Paul DeJong is heading to Detroit on a minor league deal, and A.J. Hinch just got another veteran infield option to sort through.
That move became public Tuesday, only a few days after DeJong opted out of his minor league contract with the Yankees and went back on the market.
For the Tigers, this is a low-risk depth swing. DeJong is 32, has played shortstop and third base over his MLB career, and still gives a club a glove-first fallback when the infield starts getting stretched.
It also lands at a useful time for Detroit. The Tigers are 18-18, and adding a veteran on a minor league deal gives Hinch another experienced name to stash close by without forcing an immediate roster move.
For Blue Jays fans, DeJong is still easy to place. Toronto acquired him from St. Louis on August 1, 2023, when Bo Bichette’s injury pushed the front office to find shortstop help at the deadline.
That stay did not last. The Blue Jays designated DeJong for assignment 18 days later once Bichette was activated, making his Toronto run one of the shorter deadline experiments the club has had in recent years.
Even so, the bigger baseball identity stuck with him long before that Blue Jays stop.
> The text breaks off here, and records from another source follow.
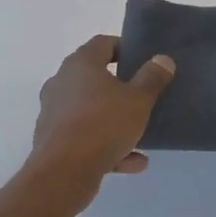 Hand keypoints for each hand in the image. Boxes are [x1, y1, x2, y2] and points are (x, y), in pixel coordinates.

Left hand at [25, 36, 175, 211]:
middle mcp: (62, 82)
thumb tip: (163, 59)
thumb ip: (152, 78)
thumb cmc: (103, 125)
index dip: (123, 48)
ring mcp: (54, 112)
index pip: (103, 43)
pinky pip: (85, 137)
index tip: (142, 60)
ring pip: (90, 110)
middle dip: (119, 86)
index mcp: (81, 64)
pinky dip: (106, 145)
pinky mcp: (52, 140)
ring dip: (114, 120)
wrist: (62, 173)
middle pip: (94, 77)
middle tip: (142, 94)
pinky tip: (133, 161)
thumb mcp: (138, 100)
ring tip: (140, 133) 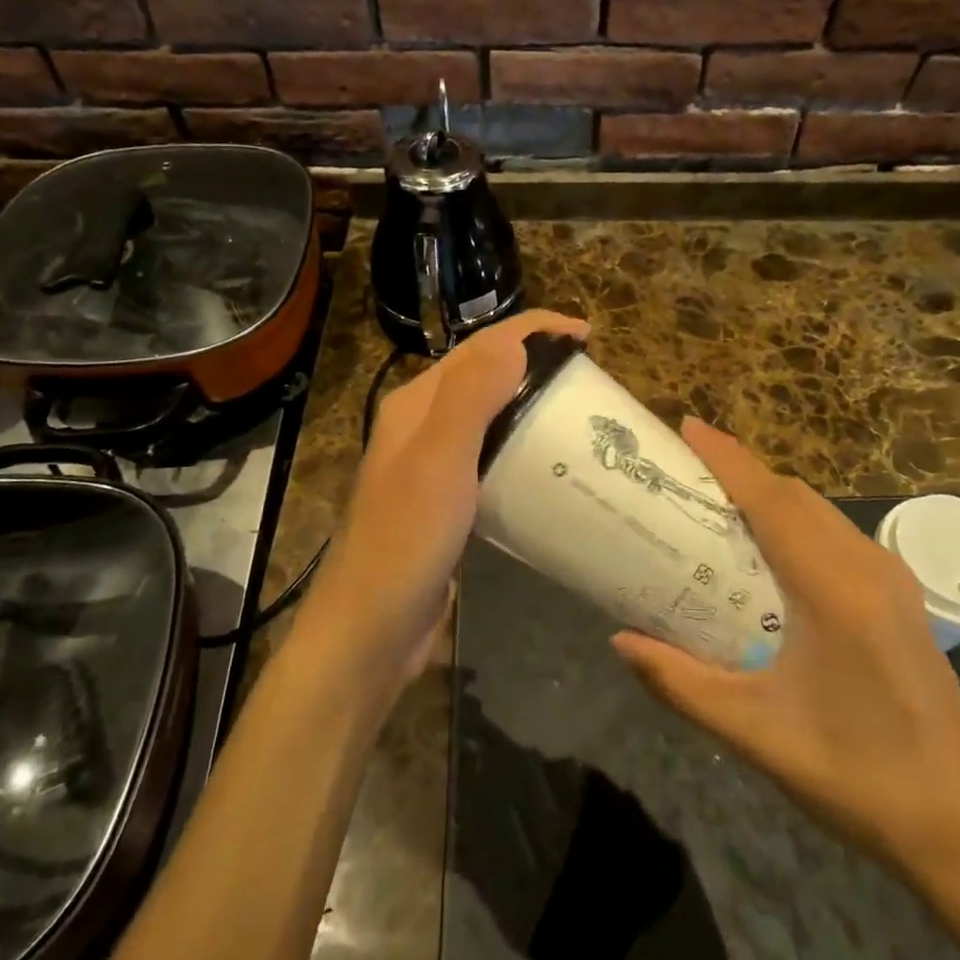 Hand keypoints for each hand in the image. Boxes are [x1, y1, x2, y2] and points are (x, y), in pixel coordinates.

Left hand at [292, 309, 589, 692]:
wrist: (370, 629)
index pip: (479, 347)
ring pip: (489, 417)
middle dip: (534, 363)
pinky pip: (491, 458)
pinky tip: (550, 467)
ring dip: (530, 405)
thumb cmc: (405, 539)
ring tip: (579, 415)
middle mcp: (422, 425)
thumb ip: (471, 396)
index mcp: (417, 404)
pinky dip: (521, 449)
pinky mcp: (448, 503)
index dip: (531, 330)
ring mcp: (433, 466)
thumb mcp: (439, 460)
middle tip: (589, 379)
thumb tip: (515, 340)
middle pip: (485, 376)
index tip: (586, 336)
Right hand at [611, 420, 959, 871]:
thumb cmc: (856, 776)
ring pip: (820, 512)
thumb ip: (680, 682)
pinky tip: (770, 553)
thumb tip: (619, 641)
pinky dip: (795, 521)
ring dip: (769, 495)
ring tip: (717, 504)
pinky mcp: (900, 599)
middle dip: (741, 471)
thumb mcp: (755, 732)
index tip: (686, 427)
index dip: (727, 458)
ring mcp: (892, 581)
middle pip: (795, 495)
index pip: (771, 501)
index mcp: (835, 589)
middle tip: (685, 472)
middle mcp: (868, 567)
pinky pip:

DeJong was an All-Star in 2019, and that résumé still carries weight when teams start shopping for experienced insurance.
Detroit is buying depth, not making a splash
That is the cleanest way to read this deal. The Tigers are not asking DeJong to walk in as a lineup fix. They are giving themselves another option in case the bench needs a right-handed bat or the infield mix gets thin.
There is also a reason DeJong found a landing spot this fast. He was available, he has years of big-league time, and the price on a minor league contract leaves almost no downside for Detroit.
For DeJong, this is about getting back into a real lane. The Yankees did not open one, so he took the opt-out and found a club willing to keep the door open.
The Blue Jays angle still adds a little texture here. Toronto once brought him in to cover a shortstop problem fast, which tells you the league has long seen value in his ability to step into a moving roster.
Now it is Detroit taking that swing. Not a headline-grabbing move, not a sure thing, but the kind of quiet deal that can matter when a contender needs one more steady infielder around the clubhouse.
Should the Tigers give Paul DeJong a real shot at a big-league roster spot?